6. First detection – Provide the From and To date, between which the threat is identified for the first time. Example: 2017-12-01.
7. Last detection – Provide the ‘From’ and ‘To’ date between which the threat is identified for the last time. Example:2017-02-17.
Step 4: Select the threat file from the list and click “Clean History for this file” button.
A “Delete File History” dialog box appears.
Click confirm and the files will be removed from the list.
How to view a list of all programs that have been executed inside containment on ITSM
The rules that are set in the containment profile section identifies certain applications/files in the device. Such files will be listed under “Containment” menu in the ITSM.
The containment provides a protected environment to run such unrecognized application. The advantage of running from the containment is, the application are not allowed to access the data on the remote machines.

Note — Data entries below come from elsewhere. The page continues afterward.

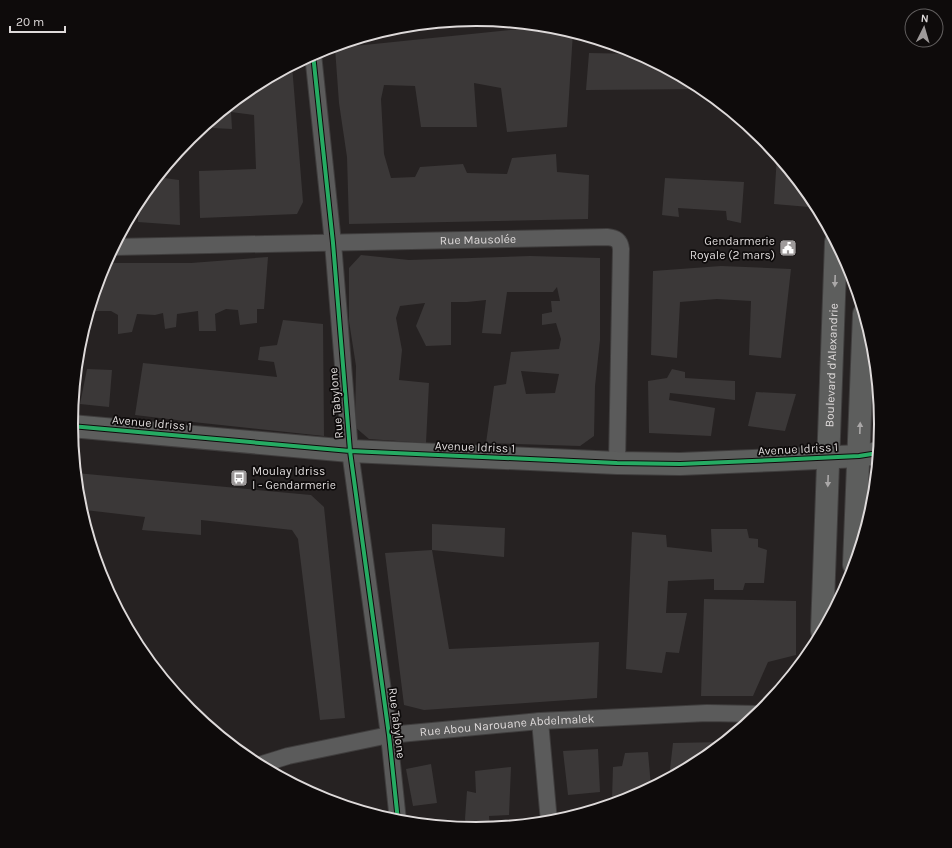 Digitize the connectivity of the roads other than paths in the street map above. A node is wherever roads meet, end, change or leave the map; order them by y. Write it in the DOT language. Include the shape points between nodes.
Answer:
graph roads {
  1 [pos="314,61"];
  2 [pos="333,243"];
  3 [pos="120,247"];
  4 [pos="836,254"];
  5 [pos="865,341"];
  6 [pos="78,427"];
  7 [pos="350,451"];
  8 [pos="868,454"];
  9 [pos="828,457"];
  10 [pos="616,463"];
  11 [pos="858,535"];
  12 [pos="822,620"];
  13 [pos="748,714"];
  14 [pos="540,721"];
  15 [pos="389,735"];
  16 [pos="267,763"];
  17 [pos="397,814"];
  18 [pos="548,815"];
  1 -- 2 [label="street, Rue Tabylone"];
  2 -- 3 [label="street, Rue Mausolée"];
  2 -- 7 [label="street, Rue Tabylone"];
  2 -- 10 [label="street, Rue Mausolée" via="607,237 617,239 621,249"];
  4 -- 9 [label="street, Boulevard d'Alexandrie, one-way"];
  8 -- 5 [label="street, one-way"];
  6 -- 7 [label="street, Avenue Idriss 1"];
  7 -- 10 [label="street, Avenue Idriss 1"];
  7 -- 15 [label="street, Rue Tabylone"];
  8 -- 9 [label="street, Avenue Idriss 1"];
  8 -- 11 [label="street"];
  9 -- 10 [label="street, Avenue Idriss 1" via="680,464"];
  9 -- 12 [label="street, Boulevard d'Alexandrie, one-way"];
  13 -- 14 [label="street, Rue Abou Narouane Abdelmalek" via="707,712"];
  14 -- 15 [label="street, Rue Abou Narouane Abdelmalek"];
  14 -- 18 [label="street"];
  15 -- 16 [label="street, Rue Abou Narouane Abdelmalek"];
  15 -- 17 [label="street, Rue Tabylone"];
}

Step 1: Go to “Security Sub-Systems” and select “Containment” menu. All the containment files will be listed in here.
Step 2: The files can be filtered and sorted out using the filter option.
To apply filters, click the funnel icon, and fill the form and click “Apply” button .
1. Name – Enter the name of the file. Example :rundll32.exe.
2. Path – Enter the path.
3. Hash – Enter the hash value.
4. Status – Provide the status .Example: Complete.
5. Last run date – Provide the last run date. Example : From: 2017-02-08 To:2017-02-08.
6. Show ignored files – Choose the check box, to display the Ignored files.
Step 3: Click on the name of the file and view the details on “File Info” and “Device List”.
1. File Info – The detailed information about the file such as “Hash” value,”Age ”,”Version” will be available here.
2. Device List – The details of the device will be mentioned here.
Step 4: A file can be rated either as “Malicious” or “Trusted”. To rate a file, select the check boxes of one or more files and click “Rate as Trusted” or “Rate as Malicious”.
Step 5: A file can be removed from the contained list by clicking the name of the files and click the “Clean History from File List” button.
A “Delete File History” prompts open. Click “Confirm” button to remove the file.
How to check antivirus update status and scan statuses that are run locally
Antivirus update and scan status of the ITSM can be viewed through ITSM → SECURITY SUB-SYSTEMS → Antivirus. This feature enables the admin to keep track Antivirus and scan details are performing regularly on the local user machine as per the request.
Note: To run the antivirus scan, device have to installed with Comodo Client Security.
1. Observe Endpoint Antivirus scan statuses in ITSM
Step 1: Open the Comodo Client Security application in the endpoint.
Step 2: Select the scan button, on that select any scan option for performing it. The scan starts after pressing the scan button on the application. For example: Quick Scan,
Users able to keep track the application in portal. Once the scan starts one endpoint, the status of the antivirus scan will be changed to Scanning in the portal.
Step 3: On Successful Completion of the scanning process, it will be denoted as Scan Finished Status on the endpoint.
On the portal, the status of the Scan State changed to Complete after the completion of antivirus scanning on endpoint.
Users able to stop the scan if it is necessary. It can be notified as scan aborted on the endpoint.
This process has been notified in portal as canceled in scan state.
Users able to update database by selecting ‘Update’ button on the endpoint. On complete update of the antivirus scanning process will be seen as updated in the ITSM portal.
2.Quick actions on Endpoint antivirus from ITSM portal
Step 1: Go to ITSM > SECURITY SUB-SYSTEMS > ‘Antivirus’ and select the ‘Device’ in the “Device List” to perform the antivirus scan.
Step 2: Choose the type of scan to perform in the Device. On pressing the scan option the command for scan request will be sent to chosen device. Then the scan state will be changed to command sent and starts to performing the scan. For example: Antivirus Quick Scan,
Step 3: On Completion of Scanning the Scan State will be changed to Complete.
Step 4: Users can able to update the scan by enabling the update antivirus DB by selecting particular device. And then the database will been updated.
Step 5: User can stop the scan if it is necessary.